◆ INPUT RECORDS ◆
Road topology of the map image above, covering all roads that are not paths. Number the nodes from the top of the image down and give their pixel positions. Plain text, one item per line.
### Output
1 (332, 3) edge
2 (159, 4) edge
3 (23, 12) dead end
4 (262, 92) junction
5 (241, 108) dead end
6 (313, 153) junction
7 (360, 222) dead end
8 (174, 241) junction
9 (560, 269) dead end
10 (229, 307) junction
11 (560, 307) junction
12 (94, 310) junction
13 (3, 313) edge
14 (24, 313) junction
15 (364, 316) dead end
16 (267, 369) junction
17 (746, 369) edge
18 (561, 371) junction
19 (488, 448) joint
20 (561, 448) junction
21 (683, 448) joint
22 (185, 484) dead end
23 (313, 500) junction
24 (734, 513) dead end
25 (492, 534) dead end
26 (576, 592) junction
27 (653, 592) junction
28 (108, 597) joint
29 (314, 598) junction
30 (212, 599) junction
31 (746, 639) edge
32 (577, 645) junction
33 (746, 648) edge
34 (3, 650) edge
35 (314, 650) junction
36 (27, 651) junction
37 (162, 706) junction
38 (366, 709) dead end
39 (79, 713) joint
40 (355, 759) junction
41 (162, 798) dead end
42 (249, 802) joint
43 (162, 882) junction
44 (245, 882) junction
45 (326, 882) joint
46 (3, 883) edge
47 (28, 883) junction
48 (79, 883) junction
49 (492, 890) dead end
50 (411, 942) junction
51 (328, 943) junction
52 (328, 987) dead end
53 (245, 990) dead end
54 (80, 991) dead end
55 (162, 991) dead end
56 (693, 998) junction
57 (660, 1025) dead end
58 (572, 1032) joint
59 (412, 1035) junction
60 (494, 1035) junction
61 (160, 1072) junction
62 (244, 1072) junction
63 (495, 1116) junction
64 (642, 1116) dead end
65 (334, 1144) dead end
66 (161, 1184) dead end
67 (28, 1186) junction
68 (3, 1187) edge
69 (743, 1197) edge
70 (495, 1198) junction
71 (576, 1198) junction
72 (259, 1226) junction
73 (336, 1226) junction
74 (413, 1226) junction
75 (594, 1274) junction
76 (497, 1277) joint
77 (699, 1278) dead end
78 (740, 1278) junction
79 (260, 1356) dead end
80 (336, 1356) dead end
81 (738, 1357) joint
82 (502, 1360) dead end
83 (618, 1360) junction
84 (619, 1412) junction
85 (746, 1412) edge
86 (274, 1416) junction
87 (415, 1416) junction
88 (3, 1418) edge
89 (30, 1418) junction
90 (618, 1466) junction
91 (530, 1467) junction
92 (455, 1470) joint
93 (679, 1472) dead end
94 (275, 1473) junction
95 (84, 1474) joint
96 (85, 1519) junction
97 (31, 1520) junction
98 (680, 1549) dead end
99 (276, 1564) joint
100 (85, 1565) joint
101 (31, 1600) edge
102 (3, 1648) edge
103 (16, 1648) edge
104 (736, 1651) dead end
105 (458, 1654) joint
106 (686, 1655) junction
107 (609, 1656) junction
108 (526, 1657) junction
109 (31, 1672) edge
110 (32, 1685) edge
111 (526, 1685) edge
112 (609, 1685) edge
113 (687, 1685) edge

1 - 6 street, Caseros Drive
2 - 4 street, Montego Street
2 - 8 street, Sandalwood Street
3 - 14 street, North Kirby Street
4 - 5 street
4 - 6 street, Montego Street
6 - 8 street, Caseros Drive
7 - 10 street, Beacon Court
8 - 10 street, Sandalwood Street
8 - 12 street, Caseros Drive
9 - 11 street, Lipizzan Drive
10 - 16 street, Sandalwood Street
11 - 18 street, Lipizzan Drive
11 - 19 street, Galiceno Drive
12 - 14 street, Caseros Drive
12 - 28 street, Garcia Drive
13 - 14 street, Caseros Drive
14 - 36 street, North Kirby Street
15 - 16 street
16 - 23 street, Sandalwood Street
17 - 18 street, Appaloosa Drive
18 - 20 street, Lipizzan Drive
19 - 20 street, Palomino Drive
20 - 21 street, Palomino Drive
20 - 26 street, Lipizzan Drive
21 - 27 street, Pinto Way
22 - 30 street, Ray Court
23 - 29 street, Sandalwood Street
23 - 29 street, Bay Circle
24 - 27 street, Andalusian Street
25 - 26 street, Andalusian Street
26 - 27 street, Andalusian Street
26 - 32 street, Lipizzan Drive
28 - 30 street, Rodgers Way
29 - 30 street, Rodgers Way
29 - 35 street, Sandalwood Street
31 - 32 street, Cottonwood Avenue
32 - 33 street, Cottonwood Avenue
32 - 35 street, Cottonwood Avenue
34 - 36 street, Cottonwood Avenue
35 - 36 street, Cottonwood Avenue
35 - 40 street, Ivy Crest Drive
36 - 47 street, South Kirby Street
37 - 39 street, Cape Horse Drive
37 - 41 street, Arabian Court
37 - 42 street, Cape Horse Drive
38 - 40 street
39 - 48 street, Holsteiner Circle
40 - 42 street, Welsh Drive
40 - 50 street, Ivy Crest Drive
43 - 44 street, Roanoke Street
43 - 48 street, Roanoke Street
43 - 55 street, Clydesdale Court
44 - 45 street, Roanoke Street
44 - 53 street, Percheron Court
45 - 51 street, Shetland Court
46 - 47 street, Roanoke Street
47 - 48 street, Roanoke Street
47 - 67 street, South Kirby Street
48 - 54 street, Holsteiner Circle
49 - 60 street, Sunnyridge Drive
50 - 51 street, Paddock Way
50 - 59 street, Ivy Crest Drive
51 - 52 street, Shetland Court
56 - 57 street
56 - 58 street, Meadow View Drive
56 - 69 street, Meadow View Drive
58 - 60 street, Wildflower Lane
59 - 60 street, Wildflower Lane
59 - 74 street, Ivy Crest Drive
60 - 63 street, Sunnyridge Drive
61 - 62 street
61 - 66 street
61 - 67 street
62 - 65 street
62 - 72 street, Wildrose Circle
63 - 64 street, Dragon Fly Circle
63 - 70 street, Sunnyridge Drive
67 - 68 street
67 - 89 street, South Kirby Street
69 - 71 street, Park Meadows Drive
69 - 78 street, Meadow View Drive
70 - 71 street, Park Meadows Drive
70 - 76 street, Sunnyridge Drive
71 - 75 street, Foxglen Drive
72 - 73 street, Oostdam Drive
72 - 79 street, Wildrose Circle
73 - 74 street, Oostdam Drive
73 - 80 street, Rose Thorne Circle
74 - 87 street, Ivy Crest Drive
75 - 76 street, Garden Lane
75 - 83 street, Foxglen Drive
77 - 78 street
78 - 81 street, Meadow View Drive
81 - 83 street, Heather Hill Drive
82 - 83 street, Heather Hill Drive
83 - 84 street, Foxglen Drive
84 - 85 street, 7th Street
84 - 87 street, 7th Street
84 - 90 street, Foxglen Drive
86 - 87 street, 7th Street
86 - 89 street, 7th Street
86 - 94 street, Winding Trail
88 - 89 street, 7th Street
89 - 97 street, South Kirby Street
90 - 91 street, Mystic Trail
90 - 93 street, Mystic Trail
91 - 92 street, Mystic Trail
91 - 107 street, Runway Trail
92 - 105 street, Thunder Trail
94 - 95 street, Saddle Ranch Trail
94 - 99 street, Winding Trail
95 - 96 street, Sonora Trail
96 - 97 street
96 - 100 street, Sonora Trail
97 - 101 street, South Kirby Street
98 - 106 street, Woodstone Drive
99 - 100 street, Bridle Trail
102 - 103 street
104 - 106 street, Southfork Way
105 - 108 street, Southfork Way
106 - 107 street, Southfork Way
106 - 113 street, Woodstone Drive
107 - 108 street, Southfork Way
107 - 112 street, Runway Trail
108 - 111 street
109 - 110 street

◆ TASK STATEMENT ◆
Reproduce the material above, every line of it, exactly.

◆ FINISHED TASK ◆
Road topology of the map image above, covering all roads that are not paths. Number the nodes from the top of the image down and give their pixel positions. Plain text, one item per line.
### Output
1 (332, 3) edge
2 (159, 4) edge
3 (23, 12) dead end
4 (262, 92) junction
5 (241, 108) dead end
6 (313, 153) junction
7 (360, 222) dead end
8 (174, 241) junction
9 (560, 269) dead end
10 (229, 307) junction
11 (560, 307) junction
12 (94, 310) junction
13 (3, 313) edge
14 (24, 313) junction
15 (364, 316) dead end
16 (267, 369) junction
17 (746, 369) edge
18 (561, 371) junction
19 (488, 448) joint
20 (561, 448) junction
21 (683, 448) joint
22 (185, 484) dead end
23 (313, 500) junction
24 (734, 513) dead end
25 (492, 534) dead end
26 (576, 592) junction
27 (653, 592) junction
28 (108, 597) joint
29 (314, 598) junction
30 (212, 599) junction
31 (746, 639) edge
32 (577, 645) junction
33 (746, 648) edge
34 (3, 650) edge
35 (314, 650) junction
36 (27, 651) junction
37 (162, 706) junction
38 (366, 709) dead end
39 (79, 713) joint
40 (355, 759) junction
41 (162, 798) dead end
42 (249, 802) joint
43 (162, 882) junction
44 (245, 882) junction
45 (326, 882) joint
46 (3, 883) edge
47 (28, 883) junction
48 (79, 883) junction
49 (492, 890) dead end
50 (411, 942) junction
51 (328, 943) junction
52 (328, 987) dead end
53 (245, 990) dead end
54 (80, 991) dead end
55 (162, 991) dead end
56 (693, 998) junction
57 (660, 1025) dead end
58 (572, 1032) joint
59 (412, 1035) junction
60 (494, 1035) junction
61 (160, 1072) junction
62 (244, 1072) junction
63 (495, 1116) junction
64 (642, 1116) dead end
65 (334, 1144) dead end
66 (161, 1184) dead end
67 (28, 1186) junction
68 (3, 1187) edge
69 (743, 1197) edge
70 (495, 1198) junction
71 (576, 1198) junction
72 (259, 1226) junction
73 (336, 1226) junction
74 (413, 1226) junction
75 (594, 1274) junction
76 (497, 1277) joint
77 (699, 1278) dead end
78 (740, 1278) junction
79 (260, 1356) dead end
80 (336, 1356) dead end
81 (738, 1357) joint
82 (502, 1360) dead end
83 (618, 1360) junction
84 (619, 1412) junction
85 (746, 1412) edge
86 (274, 1416) junction
87 (415, 1416) junction
88 (3, 1418) edge
89 (30, 1418) junction
90 (618, 1466) junction
91 (530, 1467) junction
92 (455, 1470) joint
93 (679, 1472) dead end
94 (275, 1473) junction
95 (84, 1474) joint
96 (85, 1519) junction
97 (31, 1520) junction
98 (680, 1549) dead end
99 (276, 1564) joint
100 (85, 1565) joint
101 (31, 1600) edge
102 (3, 1648) edge
103 (16, 1648) edge
104 (736, 1651) dead end
105 (458, 1654) joint
106 (686, 1655) junction
107 (609, 1656) junction
108 (526, 1657) junction
109 (31, 1672) edge
110 (32, 1685) edge
111 (526, 1685) edge
112 (609, 1685) edge
113 (687, 1685) edge

1 - 6 street, Caseros Drive
2 - 4 street, Montego Street
2 - 8 street, Sandalwood Street
3 - 14 street, North Kirby Street
4 - 5 street
4 - 6 street, Montego Street
6 - 8 street, Caseros Drive
7 - 10 street, Beacon Court
8 - 10 street, Sandalwood Street
8 - 12 street, Caseros Drive
9 - 11 street, Lipizzan Drive
10 - 16 street, Sandalwood Street
11 - 18 street, Lipizzan Drive
11 - 19 street, Galiceno Drive
12 - 14 street, Caseros Drive
12 - 28 street, Garcia Drive
13 - 14 street, Caseros Drive
14 - 36 street, North Kirby Street
15 - 16 street
16 - 23 street, Sandalwood Street
17 - 18 street, Appaloosa Drive
18 - 20 street, Lipizzan Drive
19 - 20 street, Palomino Drive
20 - 21 street, Palomino Drive
20 - 26 street, Lipizzan Drive
21 - 27 street, Pinto Way
22 - 30 street, Ray Court
23 - 29 street, Sandalwood Street
23 - 29 street, Bay Circle
24 - 27 street, Andalusian Street
25 - 26 street, Andalusian Street
26 - 27 street, Andalusian Street
26 - 32 street, Lipizzan Drive
28 - 30 street, Rodgers Way
29 - 30 street, Rodgers Way
29 - 35 street, Sandalwood Street
31 - 32 street, Cottonwood Avenue
32 - 33 street, Cottonwood Avenue
32 - 35 street, Cottonwood Avenue
34 - 36 street, Cottonwood Avenue
35 - 36 street, Cottonwood Avenue
35 - 40 street, Ivy Crest Drive
36 - 47 street, South Kirby Street
37 - 39 street, Cape Horse Drive
37 - 41 street, Arabian Court
37 - 42 street, Cape Horse Drive
38 - 40 street
39 - 48 street, Holsteiner Circle
40 - 42 street, Welsh Drive
40 - 50 street, Ivy Crest Drive
43 - 44 street, Roanoke Street
43 - 48 street, Roanoke Street
43 - 55 street, Clydesdale Court
44 - 45 street, Roanoke Street
44 - 53 street, Percheron Court
45 - 51 street, Shetland Court
46 - 47 street, Roanoke Street
47 - 48 street, Roanoke Street
47 - 67 street, South Kirby Street
48 - 54 street, Holsteiner Circle
49 - 60 street, Sunnyridge Drive
50 - 51 street, Paddock Way
50 - 59 street, Ivy Crest Drive
51 - 52 street, Shetland Court
56 - 57 street
56 - 58 street, Meadow View Drive
56 - 69 street, Meadow View Drive
58 - 60 street, Wildflower Lane
59 - 60 street, Wildflower Lane
59 - 74 street, Ivy Crest Drive
60 - 63 street, Sunnyridge Drive
61 - 62 street
61 - 66 street
61 - 67 street
62 - 65 street
62 - 72 street, Wildrose Circle
63 - 64 street, Dragon Fly Circle
63 - 70 street, Sunnyridge Drive
67 - 68 street
67 - 89 street, South Kirby Street
69 - 71 street, Park Meadows Drive
69 - 78 street, Meadow View Drive
70 - 71 street, Park Meadows Drive
70 - 76 street, Sunnyridge Drive
71 - 75 street, Foxglen Drive
72 - 73 street, Oostdam Drive
72 - 79 street, Wildrose Circle
73 - 74 street, Oostdam Drive
73 - 80 street, Rose Thorne Circle
74 - 87 street, Ivy Crest Drive
75 - 76 street, Garden Lane
75 - 83 street, Foxglen Drive
77 - 78 street
78 - 81 street, Meadow View Drive
81 - 83 street, Heather Hill Drive
82 - 83 street, Heather Hill Drive
83 - 84 street, Foxglen Drive
84 - 85 street, 7th Street
84 - 87 street, 7th Street
84 - 90 street, Foxglen Drive
86 - 87 street, 7th Street
86 - 89 street, 7th Street
86 - 94 street, Winding Trail
88 - 89 street, 7th Street
89 - 97 street, South Kirby Street
90 - 91 street, Mystic Trail
90 - 93 street, Mystic Trail
91 - 92 street, Mystic Trail
91 - 107 street, Runway Trail
92 - 105 street, Thunder Trail
94 - 95 street, Saddle Ranch Trail
94 - 99 street, Winding Trail
95 - 96 street, Sonora Trail
96 - 97 street
96 - 100 street, Sonora Trail
97 - 101 street, South Kirby Street
98 - 106 street, Woodstone Drive
99 - 100 street, Bridle Trail
102 - 103 street
104 - 106 street, Southfork Way
105 - 108 street, Southfork Way
106 - 107 street, Southfork Way
106 - 113 street, Woodstone Drive
107 - 108 street, Southfork Way
107 - 112 street, Runway Trail
108 - 111 street
109 - 110 street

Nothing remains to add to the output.